At this point in time, I am adjusting our support down to the 4165-4230SPX region. The reason I am adjusting the support is because the last segment of the drop exceeded the targets I set for that segment of the pattern. This opens the door to the lower end of support I highlighted in prior articles. From an Elliott Wave perspective, it means that what I am counting as a 3rd wave of the current segment of the decline exceeded standard targets for that 3rd wave, which means that the 5th wave of the current segment of the decline can test the lower end of our support.
So, in summary, as long as the market remains below the 4370/75SPX resistance region, I am expecting that we will test the 4165-4230 support region. Should we see that decline, then this should be the final test of this decline off the summer-time high. As long as the market successfully holds this support, then I am maintaining my expectation for a rally to the 4800SPX region next. Moreover, any move through the 4401SPX resistance region is a strong indication that the rally to 4800SPX has likely begun.

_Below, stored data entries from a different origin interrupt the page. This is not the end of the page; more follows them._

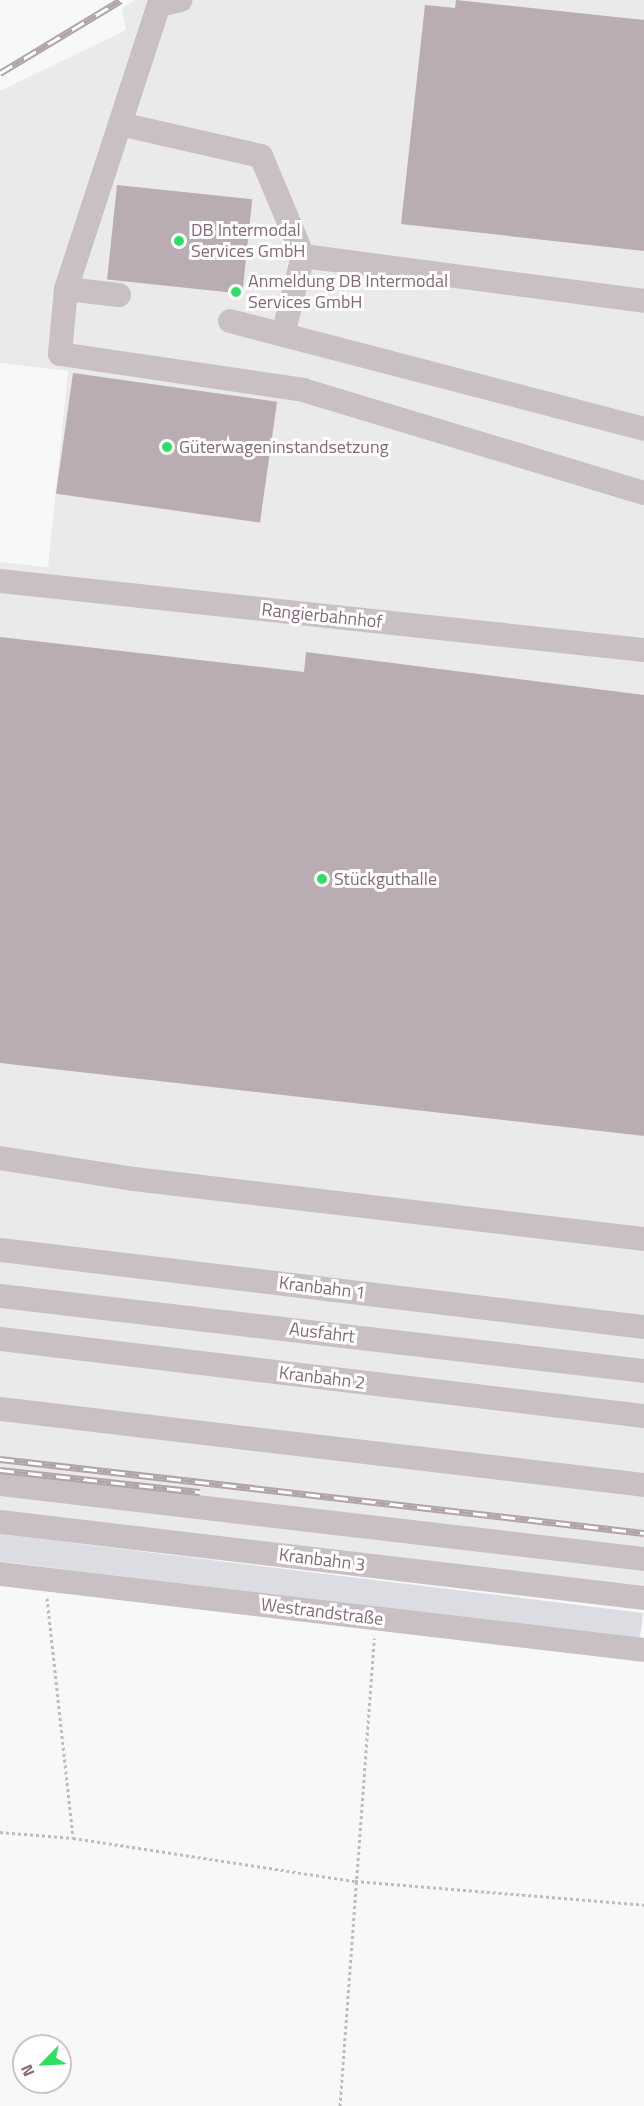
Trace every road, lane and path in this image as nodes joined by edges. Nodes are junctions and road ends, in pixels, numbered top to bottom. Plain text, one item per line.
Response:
1 (180, 0) edge
2 (120, 124) junction
3 (303, 256) junction
4 (66, 289) junction
5 (118, 295) dead end
6 (644, 301) edge
7 (230, 321) dead end
8 (283, 334) junction
9 (644, 429) edge
10 (644, 493) edge
11 (0, 581) edge
12 (644, 650) edge
13 (0, 1158) edge
14 (644, 1239) edge
15 (0, 1250) edge
16 (0, 1296) edge
17 (644, 1327) edge
18 (0, 1339) edge
19 (644, 1371) edge
20 (0, 1409) edge
21 (644, 1416) edge
22 (0, 1484) edge
23 (644, 1485) edge
24 (0, 1522) edge
25 (644, 1558) edge
26 (0, 1574) edge
27 (47, 1580) junction
28 (644, 1598) edge
29 (375, 1618) junction
30 (644, 1650) edge
31 (0, 1832) edge
32 (73, 1838) junction
33 (355, 1881) junction
34 (644, 1905) edge
35 (340, 2106) edge

1 - 2 street
2 - 3 street
2 - 4 street
3 - 6 street
3 - 8 street
4 - 5 street
4 - 10 street
7 - 8 street
8 - 9 street
11 - 12 street, Rangierbahnhof
13 - 14 street
15 - 17 street, Kranbahn 1
16 - 19 street, Ausfahrt
18 - 21 street, Kranbahn 2
20 - 23 street
22 - 25 street
24 - 28 street, Kranbahn 3
26 - 27 street, Westrandstraße
27 - 29 street, Westrandstraße
27 - 32 path
29 - 30 street, Westrandstraße
29 - 33 path
31 - 32 path
32 - 33 path
33 - 34 path
33 - 35 path

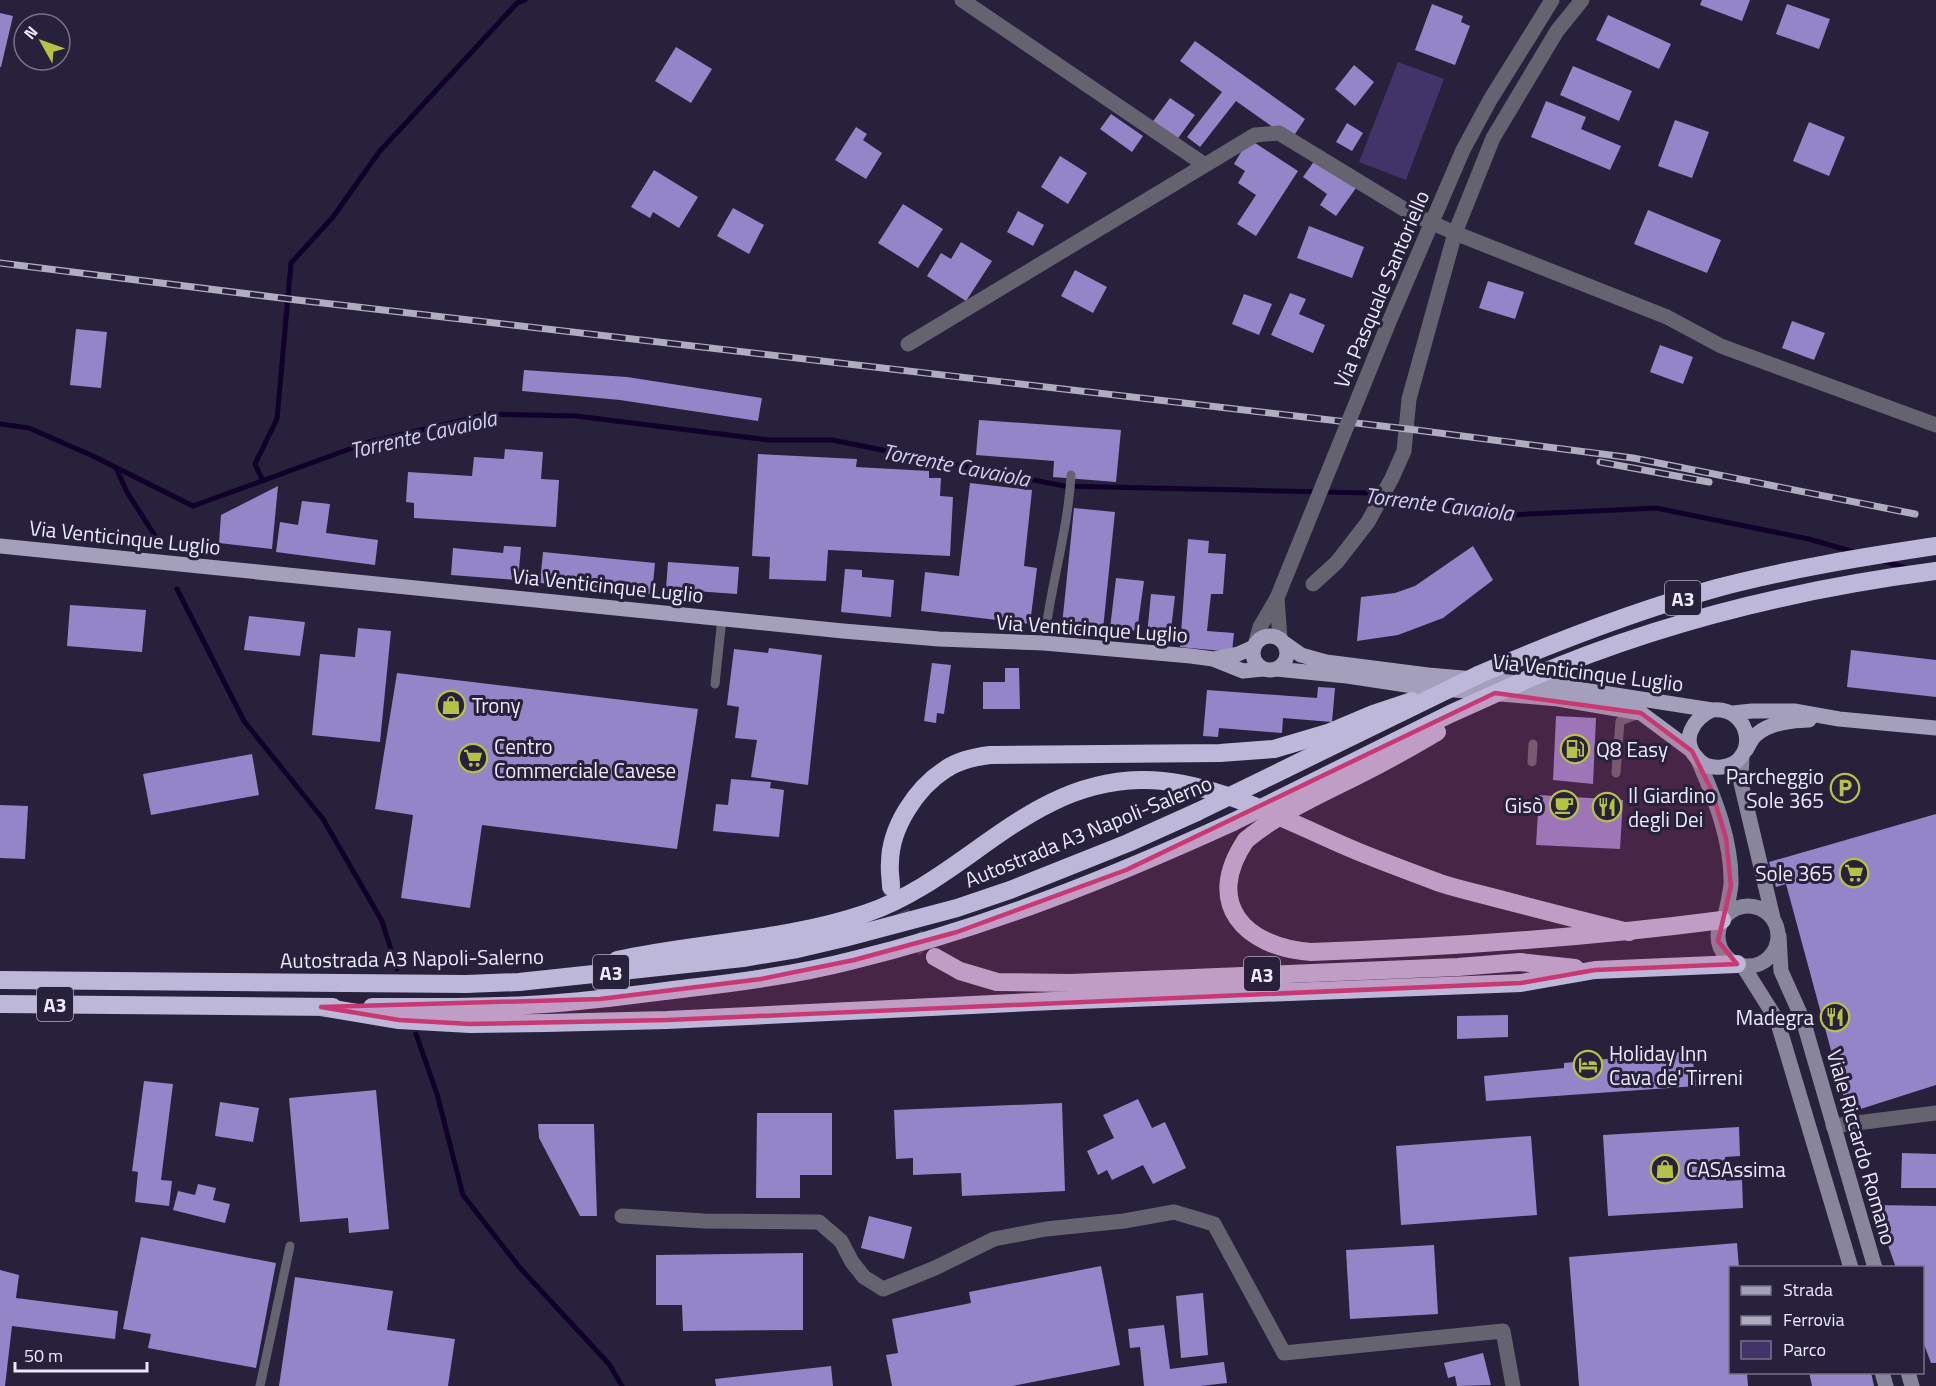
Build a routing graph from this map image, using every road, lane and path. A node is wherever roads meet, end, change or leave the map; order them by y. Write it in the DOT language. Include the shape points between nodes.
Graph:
graph roads {
  1 [pos="962,0"];
  2 [pos="1582,0"];
  3 [pos="1549,2"];
  4 [pos="1205,165"];
  5 [pos="1455,233"];
  6 [pos="908,344"];
  7 [pos="1936,424"];
  8 [pos="1071,475"];
  9 [pos="0,546"];
  10 [pos="1936,546"];
  11 [pos="1936,571"];
  12 [pos="1313,584"];
  13 [pos="1277,598"];
  14 [pos="722,618"];
  15 [pos="1282,641"];
  16 [pos="1044,644"];
  17 [pos="1255,646"];
  18 [pos="1213,659"];
  19 [pos="1269,669"];
  20 [pos="715,684"];
  21 [pos="1498,691"];
  22 [pos="1440,693"];
  23 [pos="1712,710"];
  24 [pos="1641,713"];
  25 [pos="1732,713"];
  26 [pos="1839,719"];
  27 [pos="1936,728"];
  28 [pos="1533,744"];
  29 [pos="1742,755"];
  30 [pos="1695,756"];
  31 [pos="1532,762"];
  32 [pos="1616,772"];
  33 [pos="891,887"];
  34 [pos="1724,918"];
  35 [pos="1773,918"];
  36 [pos="1629,932"];
  37 [pos="1779,936"];
  38 [pos="935,957"];
  39 [pos="1740,965"];
  40 [pos="1594,970"];
  41 [pos="0,980"];
  42 [pos="519,982"];
  43 [pos="0,1004"];
  44 [pos="321,1007"];
  45 [pos="1936,1113"];
  46 [pos="1833,1126"];
  47 [pos="622,1216"];
  48 [pos="290,1246"];
  49 [pos="1850,1266"];
  50 [pos="1874,1266"];
  51 [pos="260,1386"];
  52 [pos="1513,1386"];
  1 -- 4 [label="street"];
  2 -- 5 [label="street" via="1557,31 1493,138"];
  3 -- 13 [label="street, Via Pasquale Santoriello, bridge" via="1463,150"];
  4 -- 5 [label="street" via="1255,135 1279,133 1412,214"];
  4 -- 6 [label="street"];
  5 -- 7 [label="street" via="1667,317 1721,346"];
  5 -- 12 [label="street" via="1415,372 1404,451 1368,522"];
  8 -- 16 [label="lane" via="1070,506"];
  9 -- 14 [label="main road, Via Venticinque Luglio"];
  10 -- 22 [label="highway, Autostrada A3 Napoli-Salerno / A3, bridge" via="1824,564 1718,588 1546,645"];
  11 -- 21 [label="highway, A3, bridge" via="1837,585 1710,615 1591,654"];
  13 -- 15 [label="street, Via Pasquale Santoriello"];
  13 -- 17 [label="street, Via Pasquale Santoriello" via="1260,627"];
  14 -- 16 [label="main road, Via Venticinque Luglio" via="915,637"];
  14 -- 20 [label="lane"];
  15 -- 17 [label="main road, Via Venticinque Luglio" via="1269,636"];
  15 -- 19 [label="main road" via="1286,658 1280,667"];
  15 -- 23 [label="main road, Via Venticinque Luglio" via="1301,655 1326,662 1564,687"];
  16 -- 18 [label="main road, Via Venticinque Luglio"];
  17 -- 18 [label="main road, Via Venticinque Luglio"];
  17 -- 19 [label="main road" via="1253,657 1259,666"];
  18 -- 19 [label="main road, Via Venticinque Luglio" via="1243,671"];
  19 -- 24 [label="main road, Via Venticinque Luglio" via="1558,699"];
  21 -- 36 [label="highway, bridge" via="1429,737 1290,809 1246,840 1230,871 1228,899 1236,916 1255,937 1289,950 1311,952"];
  21 -- 44 [label="highway, A3, bridge" via="1233,822 1126,870 957,932 822,967 701,987 555,1003"];
  22 -- 33 [label="highway, A3, bridge" via="1274,749 1243,753 990,755 961,761 931,781 904,813 889,862"];
  22 -- 42 [label="highway, Autostrada A3 Napoli-Salerno / A3, bridge" via="1128,843 957,908 797,949"];
  23 -- 25 [label="main road, Via Venticinque Luglio"];
  23 -- 30 [label="main road, Via Venticinque Luglio" via="1691,727 1689,737"];
  24 -- 30 [label="main road, Via Venticinque Luglio"];
  24 -- 32 [label="lane" via="1620,721"];
  25 -- 26 [label="main road, Via Venticinque Luglio" via="1794,711"];
  25 -- 29 [label="main road" via="1747,736"];
  26 -- 27 [label="main road, Via Venticinque Luglio"];
  26 -- 29 [label="main road, Via Venticinque Luglio" via="1794,720 1775,725 1757,734"];
  28 -- 31 [label="lane"];
  29 -- 30 [label="main road, Via Venticinque Luglio" via="1727,766 1715,768"];
  29 -- 35 [label="main road, Viale Riccardo Romano" via="1741,783"];
  30 -- 34 [label="main road" via="1711,789 1728,849 1731,886"];
  34 -- 35 [label="main road" via="1738,907 1753,906"];
  34 -- 36 [label="highway"];
  34 -- 39 [label="main road" via="1718,941 1728,959"];
  35 -- 37 [label="main road, Viale Riccardo Romano"];
  36 -- 42 [label="highway" via="1445,884 1199,786 1167,780 1120,781 1088,787 1054,801 1018,820 906,897 867,913 789,934 624,958"];
  37 -- 39 [label="main road" via="1772,955 1764,962"];
  37 -- 46 [label="main road, Viale Riccardo Romano" via="1780,971 1803,1020"];
  38 -- 40 [label="highway, A3" via="960,972 998,982 1071,983 1520,962"];
  39 -- 40 [label="highway"];
  39 -- 49 [label="main road" via="1777,1020"];
  40 -- 44 [label="highway" via="1521,983 667,1020 470,1024 399,1020"];
  41 -- 42 [label="highway, Autostrada A3 Napoli-Salerno / A3" via="409,985"];
  43 -- 44 [label="highway, A3"];
  45 -- 46 [label="street"];
  46 -- 50 [label="main road, Viale Riccardo Romano"];
  47 -- 52 [label="street" via="819,1222 841,1242 864,1277 883,1289 994,1239 1174,1212 1214,1224 1284,1353 1503,1331"];
  48 -- 51 [label="lane"];
}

Alternatively, should the market instead see a sustained break down below 4165SPX, and then take us down to the 4000-4100SPX region, then the market is strongly signaling that a long-term top has likely been struck in the market, and we are setting up a decline that will likely take us down below the October 2022 low over the coming 6-9 months.
As for further confirmation for a bearish bias, I am also watching the IWM ETF, which represents the Russell Index. Should the IWM also break down below 167.46, then that would present another strong indication that a major top is in place, and that a bear market continuation will take hold over the coming 6-9 months.
For now, I am maintaining a more immediate bullish perspective, wherein another drop should hold cited support and begin a rally through 4401SPX, pointing us to the 4800SPX region over the coming months. But, of course, I must remain objective in my views. So, we will be watching our parameters quite intently over the coming weeks and listen to the messages provided to us by Mr. Market. There is nothing more reliable to an investor than price action, and that is upon which we must rely.